Ojalá sirva de algo, que encienda en la mente de algunos niños el deseo de leer no sólo los quince o veinte títulos que prometió Calderón, sino más, tantos como los que suponemos debe leer una persona instruida.
El promedio en México es tan bajo, y ha caído tanto durante décadas, que suena utópico alcanzar cotas mediocres.
En efecto, si algún día pasamos de los dos libros al año en promedio (que es donde andaba alguna de las mediciones recientes) a, digamos, seis u ocho, estaríamos aun en un plano ridículo, pero habríamos triplicado o cuadruplicado nuestro actual insumo de libros por cabeza.

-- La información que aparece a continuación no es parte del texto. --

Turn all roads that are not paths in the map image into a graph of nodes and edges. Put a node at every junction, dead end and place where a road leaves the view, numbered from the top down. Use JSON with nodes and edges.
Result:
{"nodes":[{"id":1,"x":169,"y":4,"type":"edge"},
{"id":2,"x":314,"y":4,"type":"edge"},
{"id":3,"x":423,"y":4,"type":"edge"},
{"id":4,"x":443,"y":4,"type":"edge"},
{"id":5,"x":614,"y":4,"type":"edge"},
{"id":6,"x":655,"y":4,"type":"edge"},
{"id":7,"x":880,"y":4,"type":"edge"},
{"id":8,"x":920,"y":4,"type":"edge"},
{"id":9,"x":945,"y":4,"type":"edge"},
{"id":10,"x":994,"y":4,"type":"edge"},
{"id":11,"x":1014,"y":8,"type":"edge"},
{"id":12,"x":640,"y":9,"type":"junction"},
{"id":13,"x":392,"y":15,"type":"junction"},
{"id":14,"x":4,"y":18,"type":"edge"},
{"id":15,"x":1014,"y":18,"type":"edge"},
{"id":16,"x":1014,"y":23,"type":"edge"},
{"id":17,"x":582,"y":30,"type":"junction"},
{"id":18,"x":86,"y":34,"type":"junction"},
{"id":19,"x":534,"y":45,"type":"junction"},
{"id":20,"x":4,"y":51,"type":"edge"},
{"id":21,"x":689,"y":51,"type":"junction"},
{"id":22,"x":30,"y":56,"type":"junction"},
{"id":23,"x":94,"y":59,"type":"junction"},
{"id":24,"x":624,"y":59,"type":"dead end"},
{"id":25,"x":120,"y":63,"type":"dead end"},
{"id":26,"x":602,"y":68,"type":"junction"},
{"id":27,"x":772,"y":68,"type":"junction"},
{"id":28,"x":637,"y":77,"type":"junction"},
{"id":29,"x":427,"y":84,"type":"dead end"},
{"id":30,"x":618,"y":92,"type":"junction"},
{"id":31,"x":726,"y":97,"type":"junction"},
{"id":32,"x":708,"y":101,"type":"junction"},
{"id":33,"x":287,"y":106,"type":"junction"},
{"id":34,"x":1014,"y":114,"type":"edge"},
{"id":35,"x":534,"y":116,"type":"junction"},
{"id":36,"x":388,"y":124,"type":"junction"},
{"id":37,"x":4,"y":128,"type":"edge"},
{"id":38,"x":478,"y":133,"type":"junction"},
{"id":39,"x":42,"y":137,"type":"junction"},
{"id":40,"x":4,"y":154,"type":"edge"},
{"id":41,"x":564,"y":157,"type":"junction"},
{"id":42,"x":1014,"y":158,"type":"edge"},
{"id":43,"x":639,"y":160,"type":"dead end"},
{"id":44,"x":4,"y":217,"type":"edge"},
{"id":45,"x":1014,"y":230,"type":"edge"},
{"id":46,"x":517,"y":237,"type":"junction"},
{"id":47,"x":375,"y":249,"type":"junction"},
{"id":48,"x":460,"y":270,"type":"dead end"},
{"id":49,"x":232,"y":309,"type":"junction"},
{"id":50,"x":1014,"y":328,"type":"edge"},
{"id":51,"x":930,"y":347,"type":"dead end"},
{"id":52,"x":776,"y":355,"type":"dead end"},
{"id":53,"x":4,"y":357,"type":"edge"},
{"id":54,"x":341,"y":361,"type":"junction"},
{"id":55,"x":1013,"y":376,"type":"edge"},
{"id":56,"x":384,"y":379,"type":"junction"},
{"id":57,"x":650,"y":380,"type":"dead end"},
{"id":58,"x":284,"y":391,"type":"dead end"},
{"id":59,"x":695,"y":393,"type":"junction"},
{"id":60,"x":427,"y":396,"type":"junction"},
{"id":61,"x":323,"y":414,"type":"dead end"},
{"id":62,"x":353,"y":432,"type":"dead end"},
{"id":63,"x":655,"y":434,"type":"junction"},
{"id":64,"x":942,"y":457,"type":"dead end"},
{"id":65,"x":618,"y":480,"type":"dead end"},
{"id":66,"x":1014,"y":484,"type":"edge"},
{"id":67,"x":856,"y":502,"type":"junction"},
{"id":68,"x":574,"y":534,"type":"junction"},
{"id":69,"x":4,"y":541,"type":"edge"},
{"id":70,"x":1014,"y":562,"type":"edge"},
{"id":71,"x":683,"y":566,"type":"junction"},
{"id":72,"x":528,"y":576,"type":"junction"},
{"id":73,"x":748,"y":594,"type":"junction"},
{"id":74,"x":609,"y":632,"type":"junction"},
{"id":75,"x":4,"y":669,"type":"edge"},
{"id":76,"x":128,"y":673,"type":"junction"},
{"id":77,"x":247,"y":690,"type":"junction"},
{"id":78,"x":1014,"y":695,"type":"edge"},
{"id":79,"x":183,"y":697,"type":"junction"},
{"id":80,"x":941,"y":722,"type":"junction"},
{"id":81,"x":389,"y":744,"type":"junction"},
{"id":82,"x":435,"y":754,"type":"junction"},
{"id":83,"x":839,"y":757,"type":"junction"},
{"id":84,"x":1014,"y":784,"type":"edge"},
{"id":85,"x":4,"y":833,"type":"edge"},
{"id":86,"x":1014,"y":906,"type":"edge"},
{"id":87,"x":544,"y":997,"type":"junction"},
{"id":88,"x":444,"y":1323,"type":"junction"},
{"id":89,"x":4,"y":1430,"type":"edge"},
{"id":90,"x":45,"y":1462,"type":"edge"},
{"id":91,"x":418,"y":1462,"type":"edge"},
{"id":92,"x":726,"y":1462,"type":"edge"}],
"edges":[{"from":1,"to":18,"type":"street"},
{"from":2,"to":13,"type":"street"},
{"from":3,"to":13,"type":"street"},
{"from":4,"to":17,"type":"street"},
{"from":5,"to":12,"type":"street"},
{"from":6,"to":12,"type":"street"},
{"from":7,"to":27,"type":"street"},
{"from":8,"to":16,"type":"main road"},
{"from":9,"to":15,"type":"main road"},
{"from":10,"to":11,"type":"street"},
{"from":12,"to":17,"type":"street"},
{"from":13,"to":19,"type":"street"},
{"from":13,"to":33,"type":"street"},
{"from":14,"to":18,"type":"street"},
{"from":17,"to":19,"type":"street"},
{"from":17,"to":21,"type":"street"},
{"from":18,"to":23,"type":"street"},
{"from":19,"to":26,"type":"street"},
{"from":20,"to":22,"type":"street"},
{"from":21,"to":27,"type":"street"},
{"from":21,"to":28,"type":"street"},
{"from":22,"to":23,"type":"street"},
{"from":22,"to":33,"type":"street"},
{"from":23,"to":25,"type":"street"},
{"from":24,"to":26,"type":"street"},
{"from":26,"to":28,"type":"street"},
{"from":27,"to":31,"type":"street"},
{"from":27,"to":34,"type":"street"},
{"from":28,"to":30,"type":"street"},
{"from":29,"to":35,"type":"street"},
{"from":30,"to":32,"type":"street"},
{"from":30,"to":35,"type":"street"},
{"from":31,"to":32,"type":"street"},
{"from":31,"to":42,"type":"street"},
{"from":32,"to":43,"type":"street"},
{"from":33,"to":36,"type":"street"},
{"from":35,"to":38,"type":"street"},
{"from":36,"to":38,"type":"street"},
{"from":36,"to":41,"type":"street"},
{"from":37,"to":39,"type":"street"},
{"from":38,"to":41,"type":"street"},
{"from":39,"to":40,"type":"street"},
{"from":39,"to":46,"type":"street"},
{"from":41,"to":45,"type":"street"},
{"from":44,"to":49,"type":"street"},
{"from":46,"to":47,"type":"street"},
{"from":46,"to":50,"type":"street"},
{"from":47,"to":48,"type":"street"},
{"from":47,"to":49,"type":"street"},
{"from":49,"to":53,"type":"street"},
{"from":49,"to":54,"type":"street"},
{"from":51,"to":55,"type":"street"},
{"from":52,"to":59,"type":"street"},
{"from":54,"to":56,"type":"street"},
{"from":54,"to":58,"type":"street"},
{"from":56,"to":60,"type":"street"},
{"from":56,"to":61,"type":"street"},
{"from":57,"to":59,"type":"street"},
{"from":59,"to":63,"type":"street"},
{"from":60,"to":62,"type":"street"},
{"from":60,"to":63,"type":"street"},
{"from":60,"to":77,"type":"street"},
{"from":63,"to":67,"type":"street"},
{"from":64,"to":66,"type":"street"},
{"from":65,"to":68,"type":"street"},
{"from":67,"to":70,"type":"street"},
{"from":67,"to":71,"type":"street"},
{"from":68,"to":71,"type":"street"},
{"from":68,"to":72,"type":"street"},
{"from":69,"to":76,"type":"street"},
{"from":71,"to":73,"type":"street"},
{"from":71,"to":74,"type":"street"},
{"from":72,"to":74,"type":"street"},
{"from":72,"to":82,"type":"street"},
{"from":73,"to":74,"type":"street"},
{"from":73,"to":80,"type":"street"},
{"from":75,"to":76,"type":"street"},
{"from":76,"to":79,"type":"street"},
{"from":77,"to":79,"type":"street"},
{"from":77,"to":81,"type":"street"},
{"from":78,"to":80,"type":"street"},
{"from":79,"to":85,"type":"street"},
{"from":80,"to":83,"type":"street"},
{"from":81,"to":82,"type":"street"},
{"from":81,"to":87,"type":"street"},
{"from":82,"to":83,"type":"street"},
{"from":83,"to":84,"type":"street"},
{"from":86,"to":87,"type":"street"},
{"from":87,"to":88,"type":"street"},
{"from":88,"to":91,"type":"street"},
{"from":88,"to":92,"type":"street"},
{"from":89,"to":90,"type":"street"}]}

¿Y qué son seis u ocho libros leídos al año? Nada para un francés promedio, nada para un alemán, nada para un cubano, nada para un argentino, pero para México sería escandalosamente benéfico, un brinco estabilizador es ese rubro.
El desastre, sin embargo, crece.
Medidas van, medidas vienen, y México no pasa la barrera de los dos libros por cabeza al año. Dos tristes libros por cabeza al año.
Esa es una de las razones en las que se apoyan los editores para, con criterios crudos, ceñidos a las gélidas leyes del mercado, imprimir a mansalva libros que equivalen a nada en términos de contenido, basura a raudales, novedades que son libros, sí, pero como si no lo fueran, pues lejos de ayudar al pensamiento, lejos de afilar las armas del criterio, lo atan, lo someten, lo atornillan al pedestal del saber barato.
Es un tema complejo, digno de atención permanente, personal, y de autocrítica severa.
Antes de atacar al Estado, hay que hacerse a solas algunas preguntas:
¿qué leo? ¿Cada cuando leo? ¿Dónde leo? ¿Para qué leo?
¿A quiénes invito a leer? ¿Con quiénes comparto mi lectura? ¿Compro libros?
¿Creo en ellos? ¿He formado una biblioteca bien surtida?
¿Aprecio como algo valioso (más allá del beneficio económico que produzca) el conocimiento? ¿Respeto a los hombres que hacen arte con las palabras o a los que nos heredan sus conocimientos en los libros? ¿Me gusta ser percibido como buen lector? ¿Regalo libros con alguna regularidad?
Debe haber algo de quijotesco en cada lector.
En lo personal, es un entuerto vivir sin libros.
Nunca entenderé por qué nos escamoteamos esa alegría.